126 posts in 832 days


#7 posted 446 days ago

You’re right, i wouldn’t want to be continually doing squats.
Does he change the position of the work for every type of activity at the shaving horse? Or might the horse suit one type of activity and the giraffe another? Like holding down something that’s being chiseled or carved from only one side.
But i still think there’s a way to make the giraffe cycle quickly through clamping.
I’m not trying to replace the horse. I think we’ll be better off also contemplating other options. Which might be better for certain things.

There is a much better lever system than just a straight leg for the more typical shave horse style bench. Have a look at what Bob Slade has done here – http://www.forestofavonproducts.co.uk/news/stanford-shave-horse
I mean besides the standing aspect of it. Which i think is great, but isn’t what i want to point to. The ‘triangular’ extension of where the foot ‘pedal’ is should let you use your weight rather than muscles, and should rotate the force around and over the work piece better.

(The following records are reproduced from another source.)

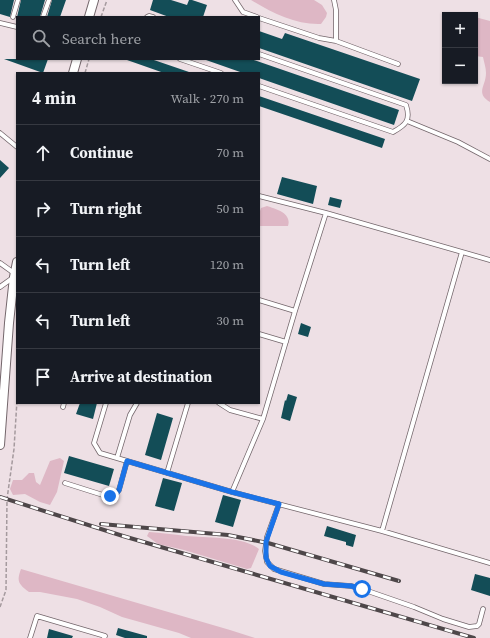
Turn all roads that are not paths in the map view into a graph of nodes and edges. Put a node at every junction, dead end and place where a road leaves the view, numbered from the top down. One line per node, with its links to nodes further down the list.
1 (18, 0): 9 (lane)
2 (49, 0): 6 (lane)
3 (94, 0): 7 (street)
4 (235, 0): 8 (lane)
5 (334, 0): 13 (lane)
6 (43, 16)
7 (89, 16)
8 (255, 16)
9 (13, 17)
10 (260, 18): 13 (lane)
11 (0, 23): 12 (lane)
12 (16, 27)
13 (336, 41): 17 (lane)
14 (260, 54): 21 (lane)
15 (77, 60): 18 (street)
16 (183, 60): 19 (lane)
17 (398, 64)
18 (73, 72)
19 (218, 72)
20 (260, 86): 21 (lane)
21 (407, 121): 24 (lane)
22 (0, 133): 23 (lane)
23 (16, 147)
24 (490, 159)
25 (260, 196): 26 (lane)
26 (326, 213): 27 (lane); 34 (lane)
27 (462, 252): 28 (lane); 49 (lane)
28 (490, 260)
29 (0, 263): 31 (lane)
30 (16, 266): 31 (street)
31 (14, 275): 32 (lane); 42 (street)
32 (0, 287)
33 (260, 300): 34 (lane)
34 (295, 311): 36 (lane)
35 (260, 334): 36 (lane)
36 (286, 342): 41 (lane)
37 (106, 404): 43 (lane)
38 (136, 404): 43 (lane)
39 (188, 404): 45 (lane)
40 (221, 404): 41 (lane)
41 (263, 419): 47 (lane)
42 (0, 445)
43 (117, 458): 44 (lane)
44 (127, 461): 45 (lane); 46 (lane)
45 (168, 473): 47 (lane)
46 (65, 483)
47 (232, 492): 48 (lane)
48 (279, 504): 49 (lane); 51 (lane)
49 (382, 531): 50 (lane)
50 (490, 564)
51 (483, 609)
52 (30, 638): 53 (lane)
53 (104, 638)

Also allows a longer lever for greater force.

-- Never is longer than forever.

View Rick M.'s profile

Rick M.

3384 posts in 882 days


#8 posted 446 days ago

It seems like you are trying to improve something you haven’t used. The German dumbhead has been around for centuries with very little modification and for good reason; the English style is a tad newer but works on the same principle. That’s why I suggested you make working models and actually use them. Awhile back two prominent woodworking authors set out to modernize the shaving horse, unfortunately I can’t find the video at the moment, and what they came up with was pretty cool but very complicated and in the end I didn’t see that it worked any better. Don’t get me wrong, I’m not trying to dissuade you just encouraging you to build and use the horses so that you know what works and what doesn’t.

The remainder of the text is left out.